• _Work required_
Line by line, output the data that follows exactly as written.

(Records excerpted from a collection)
BEGIN
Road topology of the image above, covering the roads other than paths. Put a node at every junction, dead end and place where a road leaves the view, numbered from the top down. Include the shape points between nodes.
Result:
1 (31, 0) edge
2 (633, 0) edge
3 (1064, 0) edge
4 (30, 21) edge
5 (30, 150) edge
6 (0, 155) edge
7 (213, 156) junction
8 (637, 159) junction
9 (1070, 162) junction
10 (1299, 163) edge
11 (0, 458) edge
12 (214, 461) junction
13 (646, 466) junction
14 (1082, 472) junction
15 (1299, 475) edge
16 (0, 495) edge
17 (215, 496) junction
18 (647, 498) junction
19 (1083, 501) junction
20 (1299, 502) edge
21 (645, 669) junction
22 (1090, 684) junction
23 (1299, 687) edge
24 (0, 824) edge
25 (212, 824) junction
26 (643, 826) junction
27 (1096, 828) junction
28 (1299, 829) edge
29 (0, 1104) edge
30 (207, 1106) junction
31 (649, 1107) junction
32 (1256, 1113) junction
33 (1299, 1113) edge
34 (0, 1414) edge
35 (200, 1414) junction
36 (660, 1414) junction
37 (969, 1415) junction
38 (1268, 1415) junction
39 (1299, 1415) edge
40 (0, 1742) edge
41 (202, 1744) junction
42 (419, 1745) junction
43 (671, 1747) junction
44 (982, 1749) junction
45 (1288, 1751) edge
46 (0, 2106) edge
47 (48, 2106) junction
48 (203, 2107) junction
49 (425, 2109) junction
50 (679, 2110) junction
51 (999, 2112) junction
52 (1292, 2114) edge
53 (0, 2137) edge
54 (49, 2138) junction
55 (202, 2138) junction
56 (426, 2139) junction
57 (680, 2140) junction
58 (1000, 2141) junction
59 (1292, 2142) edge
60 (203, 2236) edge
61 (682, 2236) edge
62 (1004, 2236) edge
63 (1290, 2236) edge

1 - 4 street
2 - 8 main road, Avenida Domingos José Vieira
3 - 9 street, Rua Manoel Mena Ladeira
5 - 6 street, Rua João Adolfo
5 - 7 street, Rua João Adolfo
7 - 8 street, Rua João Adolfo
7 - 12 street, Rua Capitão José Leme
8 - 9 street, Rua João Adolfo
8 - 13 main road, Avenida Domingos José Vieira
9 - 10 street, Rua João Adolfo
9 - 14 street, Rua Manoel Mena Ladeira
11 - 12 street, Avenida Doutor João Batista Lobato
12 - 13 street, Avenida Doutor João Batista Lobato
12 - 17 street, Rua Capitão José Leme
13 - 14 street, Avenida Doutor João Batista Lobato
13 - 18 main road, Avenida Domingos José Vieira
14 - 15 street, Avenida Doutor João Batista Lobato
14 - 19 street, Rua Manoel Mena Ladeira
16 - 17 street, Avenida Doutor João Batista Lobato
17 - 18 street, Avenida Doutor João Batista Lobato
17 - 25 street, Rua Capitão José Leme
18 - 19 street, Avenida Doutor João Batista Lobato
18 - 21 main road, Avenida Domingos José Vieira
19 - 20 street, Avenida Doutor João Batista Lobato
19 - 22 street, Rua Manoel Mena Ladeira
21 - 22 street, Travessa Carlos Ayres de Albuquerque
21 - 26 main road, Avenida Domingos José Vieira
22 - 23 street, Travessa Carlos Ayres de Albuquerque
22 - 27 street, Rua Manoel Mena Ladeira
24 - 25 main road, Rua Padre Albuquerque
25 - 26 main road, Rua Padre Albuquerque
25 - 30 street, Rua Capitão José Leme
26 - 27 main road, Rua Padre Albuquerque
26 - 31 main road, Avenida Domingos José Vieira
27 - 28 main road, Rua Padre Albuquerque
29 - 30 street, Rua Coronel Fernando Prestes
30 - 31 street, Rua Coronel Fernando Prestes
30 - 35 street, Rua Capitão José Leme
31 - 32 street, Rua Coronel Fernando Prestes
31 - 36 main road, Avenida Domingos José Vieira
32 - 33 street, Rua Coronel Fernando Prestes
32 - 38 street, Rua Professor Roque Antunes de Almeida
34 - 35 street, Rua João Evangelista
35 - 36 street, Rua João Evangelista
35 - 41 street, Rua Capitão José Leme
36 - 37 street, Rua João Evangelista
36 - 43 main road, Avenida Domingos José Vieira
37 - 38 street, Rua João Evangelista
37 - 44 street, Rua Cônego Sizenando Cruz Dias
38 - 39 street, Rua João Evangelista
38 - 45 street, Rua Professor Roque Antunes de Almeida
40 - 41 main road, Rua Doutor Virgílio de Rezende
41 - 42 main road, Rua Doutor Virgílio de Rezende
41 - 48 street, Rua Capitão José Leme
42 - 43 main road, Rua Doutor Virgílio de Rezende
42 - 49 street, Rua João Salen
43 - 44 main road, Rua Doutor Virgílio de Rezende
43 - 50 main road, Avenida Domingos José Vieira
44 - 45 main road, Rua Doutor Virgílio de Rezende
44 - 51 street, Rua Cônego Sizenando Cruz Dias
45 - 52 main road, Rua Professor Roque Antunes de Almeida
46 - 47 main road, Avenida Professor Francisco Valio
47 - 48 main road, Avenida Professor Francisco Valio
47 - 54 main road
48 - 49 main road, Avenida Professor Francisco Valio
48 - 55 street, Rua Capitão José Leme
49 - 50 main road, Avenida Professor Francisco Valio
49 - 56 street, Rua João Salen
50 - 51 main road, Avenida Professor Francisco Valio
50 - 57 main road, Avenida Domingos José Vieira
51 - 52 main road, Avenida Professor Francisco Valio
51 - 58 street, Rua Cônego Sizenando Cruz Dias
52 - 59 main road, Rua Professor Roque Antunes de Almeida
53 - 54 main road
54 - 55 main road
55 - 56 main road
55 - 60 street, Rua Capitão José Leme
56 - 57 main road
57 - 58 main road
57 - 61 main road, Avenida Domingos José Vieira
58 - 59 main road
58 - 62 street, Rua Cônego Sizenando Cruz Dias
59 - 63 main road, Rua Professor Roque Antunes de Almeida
END
• _Response for this exercise_
Road topology of the image above, covering the roads other than paths. Put a node at every junction, dead end and place where a road leaves the view, numbered from the top down. Include the shape points between nodes.
Result:
1 (31, 0) edge
2 (633, 0) edge
3 (1064, 0) edge
4 (30, 21) edge
5 (30, 150) edge
6 (0, 155) edge
7 (213, 156) junction
8 (637, 159) junction
9 (1070, 162) junction
10 (1299, 163) edge
11 (0, 458) edge
12 (214, 461) junction
13 (646, 466) junction
14 (1082, 472) junction
15 (1299, 475) edge
16 (0, 495) edge
17 (215, 496) junction
18 (647, 498) junction
19 (1083, 501) junction
20 (1299, 502) edge
21 (645, 669) junction
22 (1090, 684) junction
23 (1299, 687) edge
24 (0, 824) edge
25 (212, 824) junction
26 (643, 826) junction
27 (1096, 828) junction
28 (1299, 829) edge
29 (0, 1104) edge
30 (207, 1106) junction
31 (649, 1107) junction
32 (1256, 1113) junction
33 (1299, 1113) edge
34 (0, 1414) edge
35 (200, 1414) junction
36 (660, 1414) junction
37 (969, 1415) junction
38 (1268, 1415) junction
39 (1299, 1415) edge
40 (0, 1742) edge
41 (202, 1744) junction
42 (419, 1745) junction
43 (671, 1747) junction
44 (982, 1749) junction
45 (1288, 1751) edge
46 (0, 2106) edge
47 (48, 2106) junction
48 (203, 2107) junction
49 (425, 2109) junction
50 (679, 2110) junction
51 (999, 2112) junction
52 (1292, 2114) edge
53 (0, 2137) edge
54 (49, 2138) junction
55 (202, 2138) junction
56 (426, 2139) junction
57 (680, 2140) junction
58 (1000, 2141) junction
59 (1292, 2142) edge
60 (203, 2236) edge
61 (682, 2236) edge
62 (1004, 2236) edge
63 (1290, 2236) edge

1 - 4 street
2 - 8 main road, Avenida Domingos José Vieira
3 - 9 street, Rua Manoel Mena Ladeira
5 - 6 street, Rua João Adolfo
5 - 7 street, Rua João Adolfo
7 - 8 street, Rua João Adolfo
7 - 12 street, Rua Capitão José Leme
8 - 9 street, Rua João Adolfo
8 - 13 main road, Avenida Domingos José Vieira
9 - 10 street, Rua João Adolfo
9 - 14 street, Rua Manoel Mena Ladeira
11 - 12 street, Avenida Doutor João Batista Lobato
12 - 13 street, Avenida Doutor João Batista Lobato
12 - 17 street, Rua Capitão José Leme
13 - 14 street, Avenida Doutor João Batista Lobato
13 - 18 main road, Avenida Domingos José Vieira
14 - 15 street, Avenida Doutor João Batista Lobato
14 - 19 street, Rua Manoel Mena Ladeira
16 - 17 street, Avenida Doutor João Batista Lobato
17 - 18 street, Avenida Doutor João Batista Lobato
17 - 25 street, Rua Capitão José Leme
18 - 19 street, Avenida Doutor João Batista Lobato
18 - 21 main road, Avenida Domingos José Vieira
19 - 20 street, Avenida Doutor João Batista Lobato
19 - 22 street, Rua Manoel Mena Ladeira
21 - 22 street, Travessa Carlos Ayres de Albuquerque
21 - 26 main road, Avenida Domingos José Vieira
22 - 23 street, Travessa Carlos Ayres de Albuquerque
22 - 27 street, Rua Manoel Mena Ladeira
24 - 25 main road, Rua Padre Albuquerque
25 - 26 main road, Rua Padre Albuquerque
25 - 30 street, Rua Capitão José Leme
26 - 27 main road, Rua Padre Albuquerque
26 - 31 main road, Avenida Domingos José Vieira
27 - 28 main road, Rua Padre Albuquerque
29 - 30 street, Rua Coronel Fernando Prestes
30 - 31 street, Rua Coronel Fernando Prestes
30 - 35 street, Rua Capitão José Leme
31 - 32 street, Rua Coronel Fernando Prestes
31 - 36 main road, Avenida Domingos José Vieira
32 - 33 street, Rua Coronel Fernando Prestes
32 - 38 street, Rua Professor Roque Antunes de Almeida
34 - 35 street, Rua João Evangelista
35 - 36 street, Rua João Evangelista
35 - 41 street, Rua Capitão José Leme
36 - 37 street, Rua João Evangelista
36 - 43 main road, Avenida Domingos José Vieira
37 - 38 street, Rua João Evangelista
37 - 44 street, Rua Cônego Sizenando Cruz Dias
38 - 39 street, Rua João Evangelista
38 - 45 street, Rua Professor Roque Antunes de Almeida
40 - 41 main road, Rua Doutor Virgílio de Rezende
41 - 42 main road, Rua Doutor Virgílio de Rezende
41 - 48 street, Rua Capitão José Leme
42 - 43 main road, Rua Doutor Virgílio de Rezende
42 - 49 street, Rua João Salen
43 - 44 main road, Rua Doutor Virgílio de Rezende
43 - 50 main road, Avenida Domingos José Vieira
44 - 45 main road, Rua Doutor Virgílio de Rezende
44 - 51 street, Rua Cônego Sizenando Cruz Dias
45 - 52 main road, Rua Professor Roque Antunes de Almeida
46 - 47 main road, Avenida Professor Francisco Valio
47 - 48 main road, Avenida Professor Francisco Valio
47 - 54 main road
48 - 49 main road, Avenida Professor Francisco Valio
48 - 55 street, Rua Capitão José Leme
49 - 50 main road, Avenida Professor Francisco Valio
49 - 56 street, Rua João Salen
50 - 51 main road, Avenida Professor Francisco Valio
50 - 57 main road, Avenida Domingos José Vieira
51 - 52 main road, Avenida Professor Francisco Valio
51 - 58 street, Rua Cônego Sizenando Cruz Dias
52 - 59 main road, Rua Professor Roque Antunes de Almeida
53 - 54 main road
54 - 55 main road
55 - 56 main road
55 - 60 street, Rua Capitão José Leme
56 - 57 main road
57 - 58 main road
57 - 61 main road, Avenida Domingos José Vieira
58 - 59 main road
58 - 62 street, Rua Cônego Sizenando Cruz Dias
59 - 63 main road, Rua Professor Roque Antunes de Almeida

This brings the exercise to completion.